WHAT TO PRODUCE = Search the records for "گلها" and copy each line that holds it.
*** ENTRIES SUPPLIED Section Begins ***
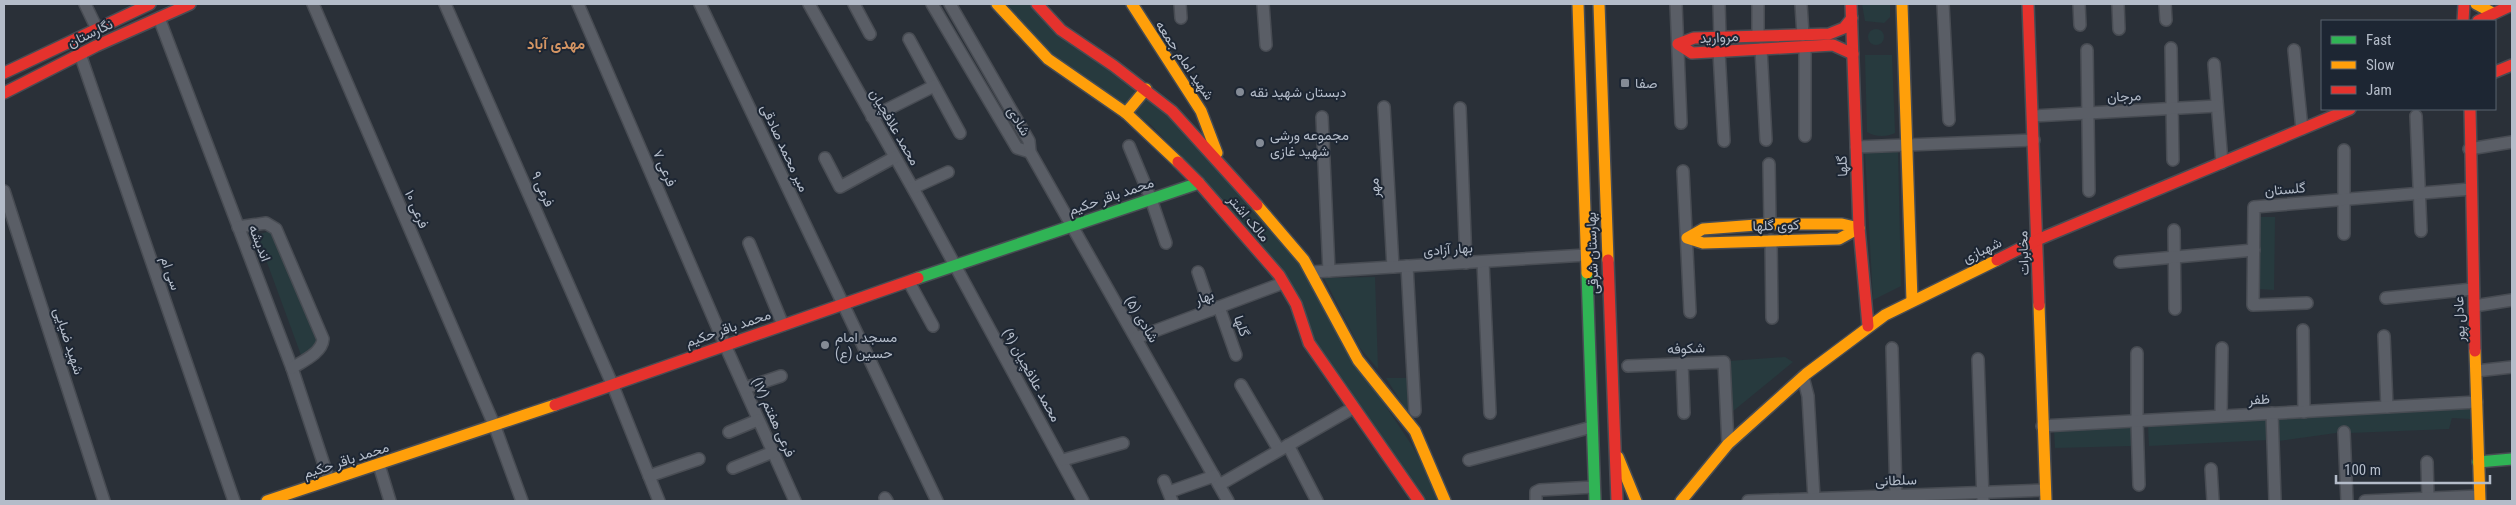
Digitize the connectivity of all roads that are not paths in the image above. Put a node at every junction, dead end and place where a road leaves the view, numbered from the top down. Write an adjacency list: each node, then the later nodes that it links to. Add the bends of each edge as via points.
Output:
1 (85, 4): 44 (street)
2 (150, 4): 34 (street, نگارستان)
3 (190, 4): 36 (street, نگارستان)
4 (312, 4): 184 (street, فرعی ۱۰)
5 (445, 4): 170 (street, فرعی ۹)
6 (578, 4): 156 (street, فرعی ۷)
7 (700, 4): 144 (street, میر محمد صادقی)
8 (809, 4): 79 (street, محمد علافچیان)
9 (854, 4): 46 (street)
10 (932, 4): 96 (street, شادی, via 1017,148)
11 (950, 4): 96 (street, شادی, via 1029,141)
12 (997, 4): 75 (street, مالک اشتر, via 1048,59)
13 (1037, 4): 66 (street, مالک اشتر, via 1061,30)
14 (1132, 4): 100 (street, شهید امام جمعه, via 1201,111)
15 (1180, 4): 37 (street)
16 (1263, 4): 52 (street)
17 (1578, 4): 126 (street, بهارستان شرقی)
18 (1599, 4): 191 (street, بهارستان شرقی)
19 (1676, 4): 51 (street)
20 (1719, 4): 49 (street)
21 (1758, 4): 48 (street)
22 (1801, 4): 47 (street)
23 (1851, 4): 38 (street, گلها)
24 (1902, 4): 91 (street)
25 (1943, 4): 81 (street)
26 (2028, 4): 77 (street, مخابرات)
27 (2079, 4): 43 (street)
28 (2118, 4): 45 (street)
29 (2165, 4): 39 (street)
30 (2464, 4): 40 (street)
31 (2470, 4): 41 (street)
32 (2476, 4): 35 (street)
33 (2512, 5): 35 (street)
34 (134, 7): 44 (street, نگارستان)
35 (2493, 13): 42 (street)
36 (160, 18): 59 (street, نگارستان); 115 (street, اندیشه)
37 (1180, 18)
38 (1852, 18): 47 (street, مروارید, via 1844,28 1829,34); 60 (street, گلها)
39 (2166, 20)
40 (2463, 20)
41 (2472, 20)
42 (2480, 20)
43 (2080, 25)
44 (97, 29): 64 (street, نگارستان)
45 (2119, 29)
46 (870, 34)
47 (1803, 35): 48 (street, مروارید)
48 (1758, 36): 49 (street, مروارید)
49 (1720, 38): 51 (street, مروارید, via 1694,38)
50 (909, 39): 65 (street)
51 (1678, 44): 58 (street, مروارید, via 1692,53); 82 (street)
52 (1266, 45)
53 (1805, 47): 55 (street, مروارید); 60 (street, مروارید, via 1834,45); 85 (street)
54 (2171, 48): 71 (street)
55 (1761, 49): 58 (street, مروارید); 87 (street)
56 (2087, 50): 76 (street)
57 (2294, 50): 83 (street)
58 (1719, 52): 89 (street)
59 (80, 54): 67 (street, نگارستان); 220 (street, سی ام)
60 (1853, 54): 93 (street, گلها)
61 (2214, 64): 68 (street)
62 (2512, 65): 63 (street)
63 (2496, 72)
64 (4, 73)
65 (934, 86): 79 (street); 84 (street)
66 (1146, 89): 75 (street); 100 (street, مالک اشتر, via 1172,111)
67 (4, 93)
68 (2217, 106): 71 (street, مرجان); 101 (street)
69 (1384, 107): 133 (street, مهر)
70 (1460, 108): 130 (street)
71 (2172, 109): 76 (street, مرجان); 99 (street)
72 (2348, 110): 83 (street, شهبازی)
73 (2464, 110): 86 (street, عادل پور)
74 (2470, 110): 86 (street, عادل پور)
75 (1126, 113): 105 (street, مالک اشتر)
76 (2088, 113): 77 (street, مرجان); 109 (street)
77 (2033, 116): 88 (street, مخابرات)
78 (2416, 116): 110 (street)
79 (872, 117): 97 (street, محمد علافچیان)
80 (1322, 117): 134 (street)
81 (1949, 120)
82 (1681, 123)
83 (2302, 129): 101 (street, شهبازی)
84 (960, 133)
85 (1805, 136)
86 (2469, 136): 95 (street, عادل پور)
87 (1766, 140)
88 (2034, 140): 91 (street); 122 (street, مخابرات)
89 (1724, 141)
90 (2512, 142): 95 (street)
91 (1906, 144): 93 (street); 141 (street)
92 (1129, 146): 111 (street)
93 (1856, 147): 116 (street, گلها)
94 (2344, 150): 112 (street)
95 (2469, 150): 107 (street, عادل پور)
96 (1030, 152): 114 (street, شادی (۵))
97 (896, 157): 98 (street, via 840,187); 106 (street, محمد علافچیان)
98 (825, 158)
99 (2173, 160)
100 (1220, 162): 136 (street, مالک اشتر)
101 (2222, 163): 122 (street, شهبازی)
102 (1769, 164): 113 (street)
103 (1683, 171): 120 (street)
104 (948, 172): 106 (street)
105 (1199, 183): 111 (street, محمد باقر حکیم); 138 (street, مالک اشتر)
106 (913, 188): 131 (street, محمد علافچیان)
107 (2471, 189): 110 (street, گلستان); 139 (street, عادل پور)
108 (4, 191): 219 (street, شهید ضیایی)
109 (2089, 191)
110 (2419, 193): 112 (street, گلستان); 118 (street)
111 (1151, 199): 114 (street, محمد باقر حکیم); 123 (street)
112 (2344, 200): 119 (street); 125 (street, گلستان, via 2254,207)
113 (1770, 224): 116 (street, کوی گلها, via 1842,224); 120 (street, کوی گلها, via 1702,228); 121 (street)
114 (1070, 226): 131 (street, محمد باقر حکیم); 155 (street, شادی (۵))
115 (238, 227): 165 (street, اندیشه); 165 (street, via 266,223 276,229 323,339 323,346)
116 (1859, 228): 121 (street, کوی گلها, via 1839,239); 152 (street, گلها)
117 (2174, 230): 127 (street)
118 (2420, 231)
119 (2344, 234)
120 (1687, 238): 121 (street, کوی گلها, via 1703,243); 148 (street)
121 (1771, 240): 149 (street)
122 (2037, 240): 141 (street, شهبازی); 183 (street, مخابرات)
123 (1166, 243)
124 (749, 244): 150 (street)
125 (2254, 250): 127 (street); 143 (street, گلستان, via 2253,305)
126 (1586, 255): 128 (street, بهار آزادی); 185 (street, بهارستان شرقی)
127 (2174, 258): 129 (street); 147 (street)
128 (1483, 262): 130 (street, بهار آزادی); 177 (street)
129 (2120, 262)
130 (1466, 263): 132 (street, بهار آزادی)
131 (954, 265): 137 (street, محمد باقر حکیم); 195 (street, محمد علافچیان (۹))
132 (1407, 266): 133 (street, بهار آزادی); 175 (street)
133 (1393, 267): 134 (street, بهار آزادی)
134 (1329, 271): 136 (street, بهار آزادی)
135 (1198, 272): 146 (street, گلها)
136 (1312, 272): 230 (street, مالک اشتر, via 1359,361 1416,433)
137 (909, 282): 144 (street, محمد باقر حکیم); 151 (street)
138 (1283, 283): 146 (street, بهار); 174 (street, مالک اشتر, via 1296,304 1310,344)
139 (2473, 289): 140 (street); 145 (street, عادل پور)
140 (2386, 298)
141 (1912, 300): 152 (street, شهبازی)
142 (2512, 300): 145 (street)
143 (2307, 303)
144 (842, 306): 150 (street, محمد باقر حکیم); 226 (street, میر محمد صادقی)
145 (2474, 306): 166 (street, عادل پور)
146 (1215, 308): 155 (street, بهار); 160 (street, گلها)
147 (2175, 309)
148 (1690, 312)
149 (1772, 318)
150 (783, 325): 156 (street, محمد باقر حکیم)
151 (933, 326)
152 (1868, 326): 168 (street, شهبازی)
153 (2303, 330): 176 (street)
154 (2384, 336): 173 (street)
155 (1136, 338): 204 (street, شادی (۵))
156 (725, 345): 170 (street, محمد باقر حکیم); 171 (street, فرعی هفتم (۱۷))
157 (1892, 348): 208 (street)
158 (2222, 348): 180 (street)
159 (2137, 353): 182 (street)
160 (1236, 355)
161 (1978, 359): 212 (street)
162 (1682, 363): 163 (street, شکوفه); 178 (street); 189 (street, شکوفه, via 1724,362)
163 (1628, 366)
164 (2512, 367): 166 (street)
165 (292, 368): 203 (street, اندیشه)
166 (2476, 370): 172 (street, عادل پور)
167 (781, 376): 171 (street)
168 (1803, 377): 189 (street, شهبازی); 213 (street, via 1808,396)
169 (1241, 385): 190 (street)
170 (613, 386): 184 (street, محمد باقر حکیم); 202 (street, فرعی ۹)
171 (745, 388): 181 (street, فرعی هفتم (۱۷))
172 (2476, 402): 173 (street, ظفر); 198 (street, عادل پور)
173 (2387, 407): 176 (street, ظفر)
174 (1354, 408): 190 (street); 217 (street, مالک اشتر)
175 (1415, 411)
176 (2304, 412): 179 (street, ظفر)
177 (1490, 413)
178 (1684, 413)
179 (2272, 413): 180 (street, ظفر); 238 (street)
180 (2221, 416): 182 (street, ظفر)
181 (758, 420): 186 (street); 192 (street, فرعی هفتم (۱۷))
182 (2136, 421): 183 (street, ظفر); 206 (street)
183 (2042, 426): 209 (street, مخابرات)
184 (494, 427): 199 (street, محمد باقر حکیم); 223 (street, فرعی ۱۰)
185 (1592, 427): 196 (street); 207 (street, بهارستان شرقی)
186 (729, 432)
187 (2344, 432): 239 (street)
188 (1123, 443): 195 (street)
189 (1728, 444): 235 (street, شهبازی)
190 (1284, 448): 204 (street); 229 (street)
191 (1615, 448): 233 (street, بهارستان شرقی); 234 (street)
192 (773, 452): 200 (street); 225 (street, فرعی هفتم (۱۷))
193 (699, 459): 202 (street)
194 (2512, 459): 198 (street)
195 (1063, 460): 227 (street, محمد علافچیان (۹))
196 (1469, 460)
197 (2427, 462): 214 (street)
198 (2478, 462): 216 (street, عادل پور)
199 (379, 465): 203 (street, محمد باقر حکیم); 222 (street)
200 (733, 468)
201 (2211, 469): 237 (street)
202 (649, 476): 224 (street, فرعی ۹)
203 (329, 480): 221 (street, محمد باقر حکیم)
204 (1216, 481): 210 (street); 228 (street, شادی (۵))
205 (1164, 482): 210 (street)
206 (2139, 485)
207 (1594, 488): 231 (street, via 1540,490 1536,492); 232 (street, بهارستان شرقی)
208 (1896, 495): 211 (street, سلطانی); 215 (street, سلطانی)
209 (2046, 496): 212 (street, سلطانی)
210 (1171, 497)
211 (1940, 497): 212 (street, سلطانی)
212 (1982, 497)
213 (1814, 498): 215 (street, سلطانی); 218 (street, سلطانی)
214 (2428, 498): 216 (street); 240 (street)
215 (1843, 499)
216 (2480, 499)
217 (1415, 500)
218 (1776, 500): 236 (street, سلطانی)
219 (104, 501)
220 (234, 501)
221 (267, 501)
222 (390, 501)
223 (522, 501)
224 (659, 501)
225 (795, 501)
226 (937, 501)
227 (1083, 501)
228 (1228, 501)
229 (1317, 501)
230 (1445, 501)
231 (1536, 501)
232 (1595, 501)
233 (1617, 501)
234 (1636, 501)
235 (1681, 501)
236 (1748, 501)
237 (2212, 501)
238 (2275, 501)
239 (2347, 501)
240 (2365, 501)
*** ENTRIES SUPPLIED Section Ends ***
PROBLEM SOLUTION =
23 (1851, 4): 38 (street, گلها)
38 (1852, 18): 47 (street, مروارید, via 1844,28 1829,34); 60 (street, گلها)
60 (1853, 54): 93 (street, گلها)
93 (1856, 147): 116 (street, گلها)
113 (1770, 224): 116 (street, کوی گلها, via 1842,224); 120 (street, کوی گلها, via 1702,228); 121 (street)
116 (1859, 228): 121 (street, کوی گلها, via 1839,239); 152 (street, گلها)
120 (1687, 238): 121 (street, کوی گلها, via 1703,243); 148 (street)
135 (1198, 272): 146 (street, گلها)
146 (1215, 308): 155 (street, بهار); 160 (street, گلها)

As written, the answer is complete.